Filmmaker Mary Jane Doherty knew nothing about ballet until her interest was piqued, back in 2006, by a short news item about the defection of 14 Cuban dancers. On an impulse, she went down to Havana, with no introductions, and ended up making 21 trips over three years to document the lives of three gifted teenagers at the legendary institution that for several generations has cultivated some of the world’s most exciting ballet dancers, known for their prowess in spinning, their miraculous balances and, above all, their attack, their passion on stage.
Doherty’s camera meanders, capturing in subtle detail the rigor of daily drills, the thrill of competition and the terror and heartbreak that accompany a high-risk, life-altering decision — all against an evocative soundtrack of classical and Afro-Cuban rhythms.
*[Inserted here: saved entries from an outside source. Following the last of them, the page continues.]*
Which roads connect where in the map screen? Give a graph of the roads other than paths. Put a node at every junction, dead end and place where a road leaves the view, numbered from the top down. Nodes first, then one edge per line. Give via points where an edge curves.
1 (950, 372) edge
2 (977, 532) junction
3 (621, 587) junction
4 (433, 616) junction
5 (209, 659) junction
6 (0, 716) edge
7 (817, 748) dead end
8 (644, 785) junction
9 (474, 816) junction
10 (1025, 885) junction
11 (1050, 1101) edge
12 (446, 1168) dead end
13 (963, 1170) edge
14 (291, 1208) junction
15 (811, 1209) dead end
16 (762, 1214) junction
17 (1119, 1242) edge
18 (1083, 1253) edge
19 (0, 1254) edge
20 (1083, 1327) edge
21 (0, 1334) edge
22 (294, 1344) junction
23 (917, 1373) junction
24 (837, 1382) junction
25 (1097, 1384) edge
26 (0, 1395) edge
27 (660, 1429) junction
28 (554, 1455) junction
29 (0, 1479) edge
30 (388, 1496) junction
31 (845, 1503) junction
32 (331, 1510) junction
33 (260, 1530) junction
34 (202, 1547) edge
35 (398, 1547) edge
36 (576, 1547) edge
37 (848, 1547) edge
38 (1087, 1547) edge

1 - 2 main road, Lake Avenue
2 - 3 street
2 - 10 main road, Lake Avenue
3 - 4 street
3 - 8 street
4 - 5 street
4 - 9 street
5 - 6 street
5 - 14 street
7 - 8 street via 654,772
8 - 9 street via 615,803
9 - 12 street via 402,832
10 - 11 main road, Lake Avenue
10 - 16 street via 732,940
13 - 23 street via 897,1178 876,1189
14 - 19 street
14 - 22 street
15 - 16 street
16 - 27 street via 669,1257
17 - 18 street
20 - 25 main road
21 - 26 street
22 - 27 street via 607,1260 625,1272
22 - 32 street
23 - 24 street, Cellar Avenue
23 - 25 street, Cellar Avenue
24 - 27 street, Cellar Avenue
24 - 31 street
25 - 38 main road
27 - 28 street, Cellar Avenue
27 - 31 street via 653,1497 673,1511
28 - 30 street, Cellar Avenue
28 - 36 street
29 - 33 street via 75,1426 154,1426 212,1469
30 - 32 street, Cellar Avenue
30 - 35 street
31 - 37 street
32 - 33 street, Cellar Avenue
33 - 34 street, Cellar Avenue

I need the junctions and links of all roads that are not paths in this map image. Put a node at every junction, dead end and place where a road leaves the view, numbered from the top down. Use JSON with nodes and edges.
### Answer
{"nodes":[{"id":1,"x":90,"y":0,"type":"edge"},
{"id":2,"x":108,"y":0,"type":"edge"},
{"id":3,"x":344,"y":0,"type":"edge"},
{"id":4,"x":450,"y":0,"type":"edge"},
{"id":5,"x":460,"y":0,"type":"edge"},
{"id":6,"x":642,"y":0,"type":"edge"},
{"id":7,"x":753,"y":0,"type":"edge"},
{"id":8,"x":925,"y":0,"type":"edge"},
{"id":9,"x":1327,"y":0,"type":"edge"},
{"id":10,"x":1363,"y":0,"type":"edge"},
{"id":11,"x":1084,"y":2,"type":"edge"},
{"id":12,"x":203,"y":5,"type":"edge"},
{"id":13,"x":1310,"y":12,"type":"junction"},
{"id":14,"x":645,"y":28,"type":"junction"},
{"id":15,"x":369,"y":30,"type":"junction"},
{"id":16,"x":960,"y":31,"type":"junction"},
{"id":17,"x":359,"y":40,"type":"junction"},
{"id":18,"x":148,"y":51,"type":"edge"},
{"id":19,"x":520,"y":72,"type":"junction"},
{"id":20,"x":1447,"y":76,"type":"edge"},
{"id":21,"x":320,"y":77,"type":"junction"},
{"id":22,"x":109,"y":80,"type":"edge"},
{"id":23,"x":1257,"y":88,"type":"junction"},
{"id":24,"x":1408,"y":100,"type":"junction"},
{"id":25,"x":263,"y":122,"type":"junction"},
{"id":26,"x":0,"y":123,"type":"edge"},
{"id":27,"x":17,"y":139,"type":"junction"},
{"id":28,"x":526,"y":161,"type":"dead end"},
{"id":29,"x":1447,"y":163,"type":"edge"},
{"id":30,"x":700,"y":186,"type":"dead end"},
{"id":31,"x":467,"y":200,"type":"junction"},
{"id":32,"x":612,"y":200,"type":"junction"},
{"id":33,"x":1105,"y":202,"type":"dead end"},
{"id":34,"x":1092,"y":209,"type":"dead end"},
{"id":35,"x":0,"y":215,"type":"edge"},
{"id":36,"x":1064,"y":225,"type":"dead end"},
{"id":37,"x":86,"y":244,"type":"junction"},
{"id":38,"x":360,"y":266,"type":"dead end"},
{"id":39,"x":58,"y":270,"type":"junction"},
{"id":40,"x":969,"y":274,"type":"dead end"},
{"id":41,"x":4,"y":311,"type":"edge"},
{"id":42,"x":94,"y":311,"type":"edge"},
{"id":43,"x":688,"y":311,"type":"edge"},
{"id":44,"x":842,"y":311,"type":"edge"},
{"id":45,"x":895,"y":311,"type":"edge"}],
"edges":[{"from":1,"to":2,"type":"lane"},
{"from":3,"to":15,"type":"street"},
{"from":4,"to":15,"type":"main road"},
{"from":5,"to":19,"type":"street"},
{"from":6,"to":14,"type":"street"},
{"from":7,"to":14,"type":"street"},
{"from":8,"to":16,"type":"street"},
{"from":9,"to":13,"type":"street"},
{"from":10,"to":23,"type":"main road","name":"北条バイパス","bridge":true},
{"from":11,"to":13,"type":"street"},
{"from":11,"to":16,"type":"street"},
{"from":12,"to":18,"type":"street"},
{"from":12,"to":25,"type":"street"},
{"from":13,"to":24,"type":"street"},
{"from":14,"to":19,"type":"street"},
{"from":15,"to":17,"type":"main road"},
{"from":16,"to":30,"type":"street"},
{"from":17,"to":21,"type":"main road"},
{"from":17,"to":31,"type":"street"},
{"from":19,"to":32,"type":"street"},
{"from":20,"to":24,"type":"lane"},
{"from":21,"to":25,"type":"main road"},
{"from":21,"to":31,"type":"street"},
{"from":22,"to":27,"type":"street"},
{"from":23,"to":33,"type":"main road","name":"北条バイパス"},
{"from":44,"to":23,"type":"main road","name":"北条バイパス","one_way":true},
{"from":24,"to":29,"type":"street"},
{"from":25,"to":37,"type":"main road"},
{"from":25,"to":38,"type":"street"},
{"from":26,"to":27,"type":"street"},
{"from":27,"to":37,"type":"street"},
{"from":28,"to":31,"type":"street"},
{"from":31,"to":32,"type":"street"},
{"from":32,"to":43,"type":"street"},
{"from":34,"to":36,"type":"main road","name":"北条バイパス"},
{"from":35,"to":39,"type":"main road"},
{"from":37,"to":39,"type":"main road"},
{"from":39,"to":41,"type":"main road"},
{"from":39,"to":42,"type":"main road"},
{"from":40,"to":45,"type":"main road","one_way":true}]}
Stray moments convey, with few words, the everyday struggles, the triumphs and frustrations, the fierce pride shared by teachers and students, the anxiety that besets parents.
Even though acceptance into the highly selective school gives students a shot at fame and the prospect of financial security for their families, economic circumstances are far more daunting than at comparable state academies in Russia and France. We watch in dismay as a national tour is cancelled simply because a working bus cannot be found in the entire city of Havana to transport the students. Students wash their tights in cracked buckets of water. One of them wins 500 euros in an international competition, about three times her mother’s annual salary, but the school commandeers the prize money to buy much-needed DVD players. The shadow of authoritarian politics extends over all, yet Doherty makes little comment, simply revealing what everyday life looks like for these chosen few.
In one priceless moment, we learn how a teacher accused her hard-working students of slacking off, and suggested that if they don’t have what it takes, they should just go and study economics.
Of the three young dancers whom Doherty followed in this film, one is now dancing in the United States: Mayara Pineiro, 15 when Doherty started filming, is now 23 and a dancer with Milwaukee Ballet. Ballet to the People reached her during the bustle of preparations for next week’s world première of Mirror Mirror, a dark, modern riff on the tale of Snow White by Michael Pink. Pineiro, cast as a White Silk Dove and also as an evil Spirit, sounded thrilled: “Rehearsal for this ballet has been amazing. The choreography is so challenging. It’s a completely new and different story from the traditional fairy tale — it’s like an abstract painting, unfolding with gorgeous scenery and costumes.”
As Pineiro steps on to the stage in Milwaukee, audiences at the San Francisco screening of Secundaria on Wednesday night will get to travel back in time and see her at 15, 16 and 17, being molded by her teachers in Havana. And Cuban dancers who have blazed the trail before Pineiro — including San Francisco Ballet’s Lorena Feijóo, Taras Domitro and Joan Boada and Ballet San Jose’s new Artistic Director and former American Ballet Theatre star, José Manuel Carreño — will join Mary Jane Doherty for a post-screening conversation about their own experiences as young dancers training in Cuba, and about their individual journeys to stardom far from home.
This screening of Secundaria and a post-screening reception at the Elite Café (with hot Cuban jazz music provided by SF JAZZ) will raise funds for the San Francisco Dance Film Festival, slated to take place in November. The festival will not only air some of the world’s best dance films, but will also commission three brand new Co-Laboratory films, and host an evening of dialogue between two dance legends, filmmaker Frederick Wiseman and LINES Ballet founder Alonzo King.
Catch the West Coast première of Secundaria on Wednesday, May 14th at 7 p.m. at the Clay Theatre, 2261 Fillmore Street, San Francisco.